Saudi Arabia and Kuwait will resume joint production at two oilfields from a shared neutral zone between the countries, according to Bloomberg, ending a five-year dispute that sidelined production from the area.
The onshore Wafra and offshore Khafji fields located along the border between Saudi Arabia and Kuwait can pump about 500,000 barrels a day — more than the production of each of the three smallest members of the Organization of Petroleum Exporting Countries last month, Bloomberg reports.
The Arabian Oil Company discovered the Khafji oil field in 1960. After the discovery of oil in the area, a permanent demarcation of the neutral zone between Kuwait and Saudi Arabia was established, with Khafji formally located within Saudi Arabia.
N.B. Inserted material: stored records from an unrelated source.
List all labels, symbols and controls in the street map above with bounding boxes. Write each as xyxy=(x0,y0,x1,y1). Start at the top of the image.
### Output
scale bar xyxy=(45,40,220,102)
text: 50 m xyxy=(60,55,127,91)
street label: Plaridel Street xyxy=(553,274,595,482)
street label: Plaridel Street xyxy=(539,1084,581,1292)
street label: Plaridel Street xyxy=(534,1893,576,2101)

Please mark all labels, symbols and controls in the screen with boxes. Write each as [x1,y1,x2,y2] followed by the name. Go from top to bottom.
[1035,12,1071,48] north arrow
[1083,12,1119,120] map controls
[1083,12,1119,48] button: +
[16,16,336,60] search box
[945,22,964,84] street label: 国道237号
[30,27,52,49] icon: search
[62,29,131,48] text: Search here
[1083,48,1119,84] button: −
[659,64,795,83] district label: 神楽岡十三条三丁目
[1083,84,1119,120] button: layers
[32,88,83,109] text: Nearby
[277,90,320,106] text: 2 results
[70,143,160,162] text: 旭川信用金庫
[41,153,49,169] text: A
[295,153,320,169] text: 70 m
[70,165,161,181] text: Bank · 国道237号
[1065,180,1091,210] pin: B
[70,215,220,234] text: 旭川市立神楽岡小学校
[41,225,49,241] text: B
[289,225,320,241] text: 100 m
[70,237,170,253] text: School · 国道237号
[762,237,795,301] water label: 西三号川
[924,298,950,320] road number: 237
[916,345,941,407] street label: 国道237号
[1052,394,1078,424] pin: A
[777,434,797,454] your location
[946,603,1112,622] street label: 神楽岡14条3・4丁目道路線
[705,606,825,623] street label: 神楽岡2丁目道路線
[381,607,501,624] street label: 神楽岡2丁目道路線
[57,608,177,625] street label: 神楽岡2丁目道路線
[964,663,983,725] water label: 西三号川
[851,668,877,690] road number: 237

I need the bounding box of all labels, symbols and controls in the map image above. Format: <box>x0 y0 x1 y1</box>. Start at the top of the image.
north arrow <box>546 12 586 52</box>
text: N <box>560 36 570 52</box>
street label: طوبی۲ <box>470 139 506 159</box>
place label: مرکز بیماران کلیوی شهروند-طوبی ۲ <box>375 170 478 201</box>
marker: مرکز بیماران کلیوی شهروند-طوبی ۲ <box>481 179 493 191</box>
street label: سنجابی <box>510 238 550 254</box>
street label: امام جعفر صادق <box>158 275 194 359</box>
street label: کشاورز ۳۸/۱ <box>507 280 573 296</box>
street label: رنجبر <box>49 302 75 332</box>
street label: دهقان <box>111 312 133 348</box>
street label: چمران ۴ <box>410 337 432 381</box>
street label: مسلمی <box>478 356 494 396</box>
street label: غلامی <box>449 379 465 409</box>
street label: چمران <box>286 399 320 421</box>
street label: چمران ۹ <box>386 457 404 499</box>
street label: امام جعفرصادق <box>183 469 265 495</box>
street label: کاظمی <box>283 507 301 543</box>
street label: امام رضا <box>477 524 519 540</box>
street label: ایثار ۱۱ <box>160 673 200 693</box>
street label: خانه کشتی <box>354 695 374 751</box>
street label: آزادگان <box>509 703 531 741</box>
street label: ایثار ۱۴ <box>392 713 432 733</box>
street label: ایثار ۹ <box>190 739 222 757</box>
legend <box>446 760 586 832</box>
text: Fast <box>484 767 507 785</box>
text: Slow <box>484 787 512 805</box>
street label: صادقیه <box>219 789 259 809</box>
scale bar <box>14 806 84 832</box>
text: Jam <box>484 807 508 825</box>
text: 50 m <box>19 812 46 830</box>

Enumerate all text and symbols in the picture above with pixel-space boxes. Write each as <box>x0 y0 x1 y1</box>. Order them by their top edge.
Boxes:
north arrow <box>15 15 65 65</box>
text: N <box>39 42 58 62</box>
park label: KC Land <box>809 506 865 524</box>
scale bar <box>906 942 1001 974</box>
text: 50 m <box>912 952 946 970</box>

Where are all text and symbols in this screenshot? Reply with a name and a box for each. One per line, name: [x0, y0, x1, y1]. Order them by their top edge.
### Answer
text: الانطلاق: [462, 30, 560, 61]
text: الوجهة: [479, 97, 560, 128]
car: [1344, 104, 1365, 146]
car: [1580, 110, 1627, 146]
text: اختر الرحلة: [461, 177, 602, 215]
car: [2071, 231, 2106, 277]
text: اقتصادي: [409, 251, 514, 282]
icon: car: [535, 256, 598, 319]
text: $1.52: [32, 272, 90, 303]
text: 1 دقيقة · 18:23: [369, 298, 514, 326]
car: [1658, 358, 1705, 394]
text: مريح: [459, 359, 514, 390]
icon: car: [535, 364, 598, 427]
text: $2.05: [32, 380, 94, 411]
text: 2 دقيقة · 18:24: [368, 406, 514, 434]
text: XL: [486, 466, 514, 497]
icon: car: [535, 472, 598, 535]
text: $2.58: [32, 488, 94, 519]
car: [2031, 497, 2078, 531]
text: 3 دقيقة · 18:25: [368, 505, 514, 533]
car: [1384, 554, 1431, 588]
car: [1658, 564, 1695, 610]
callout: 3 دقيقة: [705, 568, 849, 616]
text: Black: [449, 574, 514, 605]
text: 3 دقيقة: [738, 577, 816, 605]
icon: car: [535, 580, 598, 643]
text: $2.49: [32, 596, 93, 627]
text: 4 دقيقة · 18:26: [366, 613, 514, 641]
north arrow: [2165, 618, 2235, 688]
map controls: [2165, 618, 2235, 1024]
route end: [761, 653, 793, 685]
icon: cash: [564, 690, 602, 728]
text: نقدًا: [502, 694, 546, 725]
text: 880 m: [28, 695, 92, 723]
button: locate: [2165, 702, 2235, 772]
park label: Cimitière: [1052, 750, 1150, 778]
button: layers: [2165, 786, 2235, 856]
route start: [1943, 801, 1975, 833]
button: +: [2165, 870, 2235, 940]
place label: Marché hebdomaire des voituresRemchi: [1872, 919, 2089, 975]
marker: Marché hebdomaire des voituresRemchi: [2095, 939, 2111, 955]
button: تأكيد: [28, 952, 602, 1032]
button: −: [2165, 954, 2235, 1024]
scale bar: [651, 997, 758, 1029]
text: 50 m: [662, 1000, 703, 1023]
However, the agreement concluded that both states would still maintain joint rights to all natural resources within the designated neutral zone.
Kuwait and Saudi Arabia ended a five-year dispute over the border area, allowing production to resume at two jointly run fields that can pump up to 0.5% of the world’s oil supply.
According to Reuters, Chevron has begun preparations to restart production at the Wafra oilfield. The company “has now embarked on a series of pre-startup activity, which includes efforts to ensure its workforce is ready to safely restart operations and then production,” Sally Jones, a company spokeswoman, said in a statement Thursday in response to the resumption of the Wafra field.
Saudi Energy Minister Prince Abdulaziz bin Salman told Reuters in December that new production from the oilfields would not affect the countries’ commitments under an agreement between OPEC and other producing nations including Russia, known as OPEC+, to curtail global output.